Speaking about the launch of the first issue Boni tells me that they were overwhelmed by the response they received. Only expecting roughly 50 people, about 250 – 300 attended the event. “We began with an exhibition of our Cape Town based contributors’ work and shortly after began our entirely womxn DJ line-up featuring the insane DJ-duo ‘No Diggity‘. It was an incredibly sweaty night of grinding and vogue-ing. People expressed their gratitude for having a predominately womxn space where they were able to be themselves and feel safe. So we had lots of titties! Lots of girl-on-girl action and not a voyeuristic penis in sight! It was unlike anything I’ve experienced at any party.” Looking at the response that this zine has received as well as the intention of creating a safe and inclusive space for all womxn it can be said that this zine gives a voice to an underrepresented community and a safe space for self-expression.
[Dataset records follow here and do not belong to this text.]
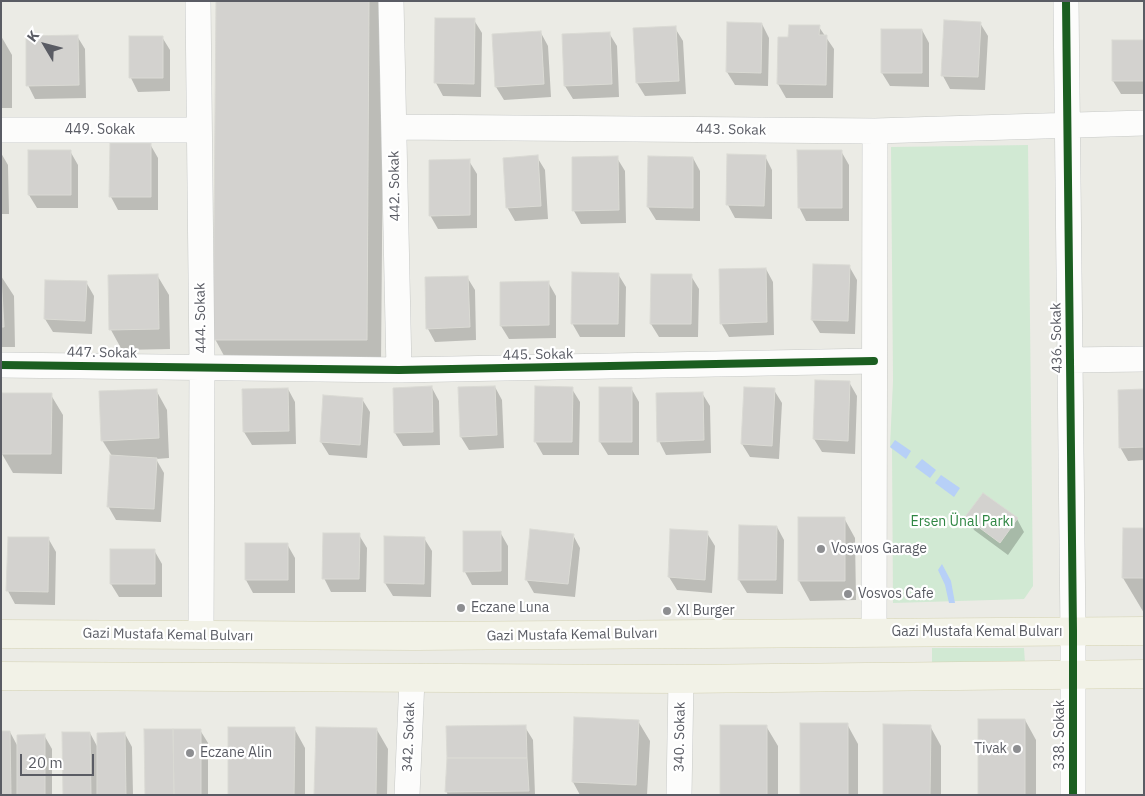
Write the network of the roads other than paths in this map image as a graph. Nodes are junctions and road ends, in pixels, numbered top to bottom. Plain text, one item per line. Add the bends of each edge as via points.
1 (198, 1) edge
2 (391, 1) edge
3 (1066, 1) edge
4 (1144, 123) edge
5 (1067, 124) junction
6 (395, 126) junction
7 (1, 130) edge
8 (199, 130) junction
9 (875, 131) junction
10 (1069, 360) junction
11 (1144, 360) edge
12 (874, 361) junction
13 (1, 365) edge
14 (202, 367) junction
15 (399, 370) junction
16 (1144, 631) edge
17 (874, 632) junction
18 (1074, 632) junction
19 (1, 634) edge
20 (201, 634) junction
21 (1144, 674) edge
22 (1073, 675) junction
23 (1, 676) edge
24 (412, 679) junction
25 (682, 679) junction
26 (407, 795) edge
27 (680, 795) edge
28 (1073, 795) edge

1 - 8 street, 444. Sokak
2 - 6 street, 442. Sokak
3 - 5 street, 436. Sokak
4 - 5 street, 443. Sokak
5 - 9 street, 443. Sokak
5 - 10 street, 436. Sokak
6 - 9 street, 443. Sokak
6 - 15 street, 442. Sokak
7 - 8 street, 449. Sokak
8 - 14 street, 444. Sokak
9 - 12 street
10 - 11 street
10 - 18 street, 436. Sokak
12 - 15 street, 445. Sokak
12 - 17 street
13 - 14 street, 447. Sokak
14 - 15 street, 445. Sokak
14 - 20 street, 444. Sokak
16 - 18 main road, Gazi Mustafa Kemal Bulvarı
17 - 18 main road, Gazi Mustafa Kemal Bulvarı
17 - 20 main road, Gazi Mustafa Kemal Bulvarı via 416,636
18 - 22 street, 436. Sokak
19 - 20 main road, Gazi Mustafa Kemal Bulvarı
21 - 22 main road
22 - 25 main road
22 - 28 street, 338. Sokak
23 - 24 main road
24 - 25 main road
24 - 26 street, 342. Sokak
25 - 27 street, 340. Sokak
‘This is What Makes Us Girls’ features content created by Afrah Mayet, Jemma Rose, Alice de Beer, Lianne O’Donnell, Claire & Abi Meekel, Amu Mnisi, Keo Borjeszo, Sandra Wilken, Marcia Elizabeth, Kayo Fay, Jesmin, Sasha de la Rey, Phoenix Falconer +30 more. In order to get their vision going, Boni and Leal raised funds in the months leading up to the launch. “This project was made possible by our generous friends and family whom we are so grateful for.” The zine will be available in Johannesburg soon and a digital free version is in the works.
Zines are a powerful tool for self-expression and can relate to literally anything as there are no rules to making a zine and they do not need to be commercially viable. A zine can be an experimental exploration and can be about something that the creators feel are relevant which is the case with ‘Still Not Joshy Pascoe’ or they can address concerns or grant a voice to a community of likeminded often underrepresented individuals as is the case with ‘This is What Makes Us Girls’. The act of zine making has been described as the “mass amateurisation of publishing” (Bold 2017). With the rise of digital folk culture over the decades, zines can be executed in a different way and do not necessarily have to be a physical print. Zines’ audiences are engaging differently today than they would have a number of years ago and zinesters are employing all the tools they have to voice themselves, such as social media. With the internet, there are more options for affordable cultural production with the ability of a global audience (Bold 2017). I believe that today, more so than ever it is easier to create a zine. Amateur creators have a space to explore a different type of cultural production with zines. So to zine or not? – yeah, if mainstream media won’t hear you out then please do zine! However, I do believe that there are many topics that were once considered experimental or non-commercial that have received attention from mainstream media in recent times. I like to think that people today are more connected, and aware of the narratives of some misrepresented and underrepresented communities which I attribute to internet culture. Zines do however still hold a place and creative sugar babies seem to love the heck out of them.